Laurin Stoll hat gesagt…

Hallo ralf,

Wie immer ein toller Artikel :-)
Du greifst da eine Frage auf die mich als Geschäftsführer immer wieder umtreibt. Wie kann man das maximale Innovationspotential mit angemessenem Risiko ausschöpfen? Mir fallen da unweigerlich deine Posts rund um Soziakratie ein. Musss Cronway's Gesetz wirklich unweigerlich bei jeder grossen Organisation eintreten? Oder ist das nicht auch eine Frage, wie das Unternehmen geführt wird? Du sprichst in deinem letzten Kommentar von strukturellem Alter. Kann man mit der Führung durch Werte z.B. mit Unterstützung der Soziokratie das strukturelle Altern nicht erheblich ausbremsen? Immerhin bieten grosse Organisationen einen wesentlichen Vorteil der auch für Innovation benötigt wird: Geld. Ich denke diese strukturelle Alterung tritt in einem autokratisch geführten Unternehmen viel schneller ein.

Was meinst du?

viele grüsse
laurin

Ralf Westphal - One Man Think Tank hat gesagt…

@Laurin: Ich denke, Conway´s Law gilt immer: eine gegebene Organisationsstruktur spiegelt sich im Produkt.

Wie eine Organisationsstruktur allerdings aussieht, dass kann man natürlich steuern. Das hängt mit Führung zusammen. Die kann hierarchisch autokratisch sein oder auch anders.

Führen mit Werten... Ja, das klingt nicht schlecht. Aber wer führt denn da? Wieder nur einer? Dann fürchte ich, dass der eine der Komplexität der Unternehmenswelten (innen und außen) nicht wirklich gerecht werden kann.

Haben große Unternehmen einen Geldvorteil? Das kann ich nicht finden. Denn ob ein Unternehmen "reich" oder "arm" ist, ist durchaus eine subjektive Wahrnehmung, in der sich Management, Linie und Außenstehende sehr unterscheiden können. Und dann kommt es auch noch darauf an, was mit dem Geld gemacht wird. Steht es überhaupt zur Verfügung für Innovation?

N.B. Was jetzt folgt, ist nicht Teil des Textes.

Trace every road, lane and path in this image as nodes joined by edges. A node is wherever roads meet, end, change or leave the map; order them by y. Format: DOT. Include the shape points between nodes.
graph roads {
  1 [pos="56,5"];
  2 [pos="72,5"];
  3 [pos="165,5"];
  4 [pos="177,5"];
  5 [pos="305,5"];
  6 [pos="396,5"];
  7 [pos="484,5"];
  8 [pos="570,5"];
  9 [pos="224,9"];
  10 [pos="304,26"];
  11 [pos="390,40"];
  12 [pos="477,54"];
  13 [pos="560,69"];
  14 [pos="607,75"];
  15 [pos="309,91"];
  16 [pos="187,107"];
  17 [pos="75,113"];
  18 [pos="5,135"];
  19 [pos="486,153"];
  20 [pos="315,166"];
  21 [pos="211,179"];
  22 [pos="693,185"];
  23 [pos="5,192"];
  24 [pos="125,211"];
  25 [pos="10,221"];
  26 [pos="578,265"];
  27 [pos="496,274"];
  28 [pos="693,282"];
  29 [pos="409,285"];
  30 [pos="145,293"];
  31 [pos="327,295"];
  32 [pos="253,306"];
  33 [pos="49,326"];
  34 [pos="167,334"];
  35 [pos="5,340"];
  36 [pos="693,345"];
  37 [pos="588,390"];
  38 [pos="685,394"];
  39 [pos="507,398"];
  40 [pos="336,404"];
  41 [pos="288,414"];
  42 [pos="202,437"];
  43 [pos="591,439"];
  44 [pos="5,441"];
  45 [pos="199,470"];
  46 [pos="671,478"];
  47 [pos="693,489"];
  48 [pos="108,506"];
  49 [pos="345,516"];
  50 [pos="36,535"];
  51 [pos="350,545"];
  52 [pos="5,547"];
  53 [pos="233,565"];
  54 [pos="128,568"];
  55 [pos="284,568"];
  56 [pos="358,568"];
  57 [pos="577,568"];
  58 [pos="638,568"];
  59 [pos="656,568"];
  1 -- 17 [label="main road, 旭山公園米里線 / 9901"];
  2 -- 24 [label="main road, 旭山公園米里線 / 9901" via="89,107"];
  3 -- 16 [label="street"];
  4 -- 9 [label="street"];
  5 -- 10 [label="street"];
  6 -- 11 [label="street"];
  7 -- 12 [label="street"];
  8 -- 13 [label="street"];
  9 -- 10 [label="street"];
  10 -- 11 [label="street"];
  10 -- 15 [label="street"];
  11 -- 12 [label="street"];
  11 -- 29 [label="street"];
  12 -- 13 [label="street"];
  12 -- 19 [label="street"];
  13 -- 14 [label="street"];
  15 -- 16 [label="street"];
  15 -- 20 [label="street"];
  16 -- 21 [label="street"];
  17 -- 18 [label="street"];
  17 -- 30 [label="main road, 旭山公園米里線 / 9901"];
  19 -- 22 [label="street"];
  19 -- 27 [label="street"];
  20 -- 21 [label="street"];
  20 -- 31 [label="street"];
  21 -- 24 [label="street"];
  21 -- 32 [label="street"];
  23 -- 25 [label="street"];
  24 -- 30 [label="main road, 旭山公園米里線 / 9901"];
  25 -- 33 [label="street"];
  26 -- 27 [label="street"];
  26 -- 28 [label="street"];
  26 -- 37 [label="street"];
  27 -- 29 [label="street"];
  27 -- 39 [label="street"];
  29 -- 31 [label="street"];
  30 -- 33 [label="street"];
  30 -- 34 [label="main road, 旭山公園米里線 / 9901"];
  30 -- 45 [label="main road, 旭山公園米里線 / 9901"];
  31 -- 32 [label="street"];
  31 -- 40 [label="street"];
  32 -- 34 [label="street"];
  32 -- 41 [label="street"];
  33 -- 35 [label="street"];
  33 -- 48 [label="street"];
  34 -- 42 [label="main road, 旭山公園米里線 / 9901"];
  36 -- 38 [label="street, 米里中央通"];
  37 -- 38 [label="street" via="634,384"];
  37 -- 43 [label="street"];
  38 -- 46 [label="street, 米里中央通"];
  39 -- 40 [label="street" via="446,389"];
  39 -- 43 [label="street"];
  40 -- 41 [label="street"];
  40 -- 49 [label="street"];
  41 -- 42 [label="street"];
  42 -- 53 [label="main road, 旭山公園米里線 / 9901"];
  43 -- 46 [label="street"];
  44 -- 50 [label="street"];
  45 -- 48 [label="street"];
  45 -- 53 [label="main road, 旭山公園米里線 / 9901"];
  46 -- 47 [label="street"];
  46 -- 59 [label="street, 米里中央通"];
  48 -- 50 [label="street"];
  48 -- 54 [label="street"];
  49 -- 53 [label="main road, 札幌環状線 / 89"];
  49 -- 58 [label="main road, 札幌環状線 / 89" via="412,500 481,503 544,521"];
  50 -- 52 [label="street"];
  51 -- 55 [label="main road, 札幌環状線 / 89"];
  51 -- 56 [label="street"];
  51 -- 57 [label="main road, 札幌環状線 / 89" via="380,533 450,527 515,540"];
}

Insofern alles nicht so einfach ;-)

Was also tun gegen "Kommiteesoftware"? Die innere Komplexität erhöhen. Denn wenn Software komplexer werden muss und die Umwelt komplexer wird, dann muss die Unternehmensorganisation nachziehen. Denn eine gegebene Komplexität kann nur von einer Organisation gleicher oder höherer Komplexität bewältigt werden.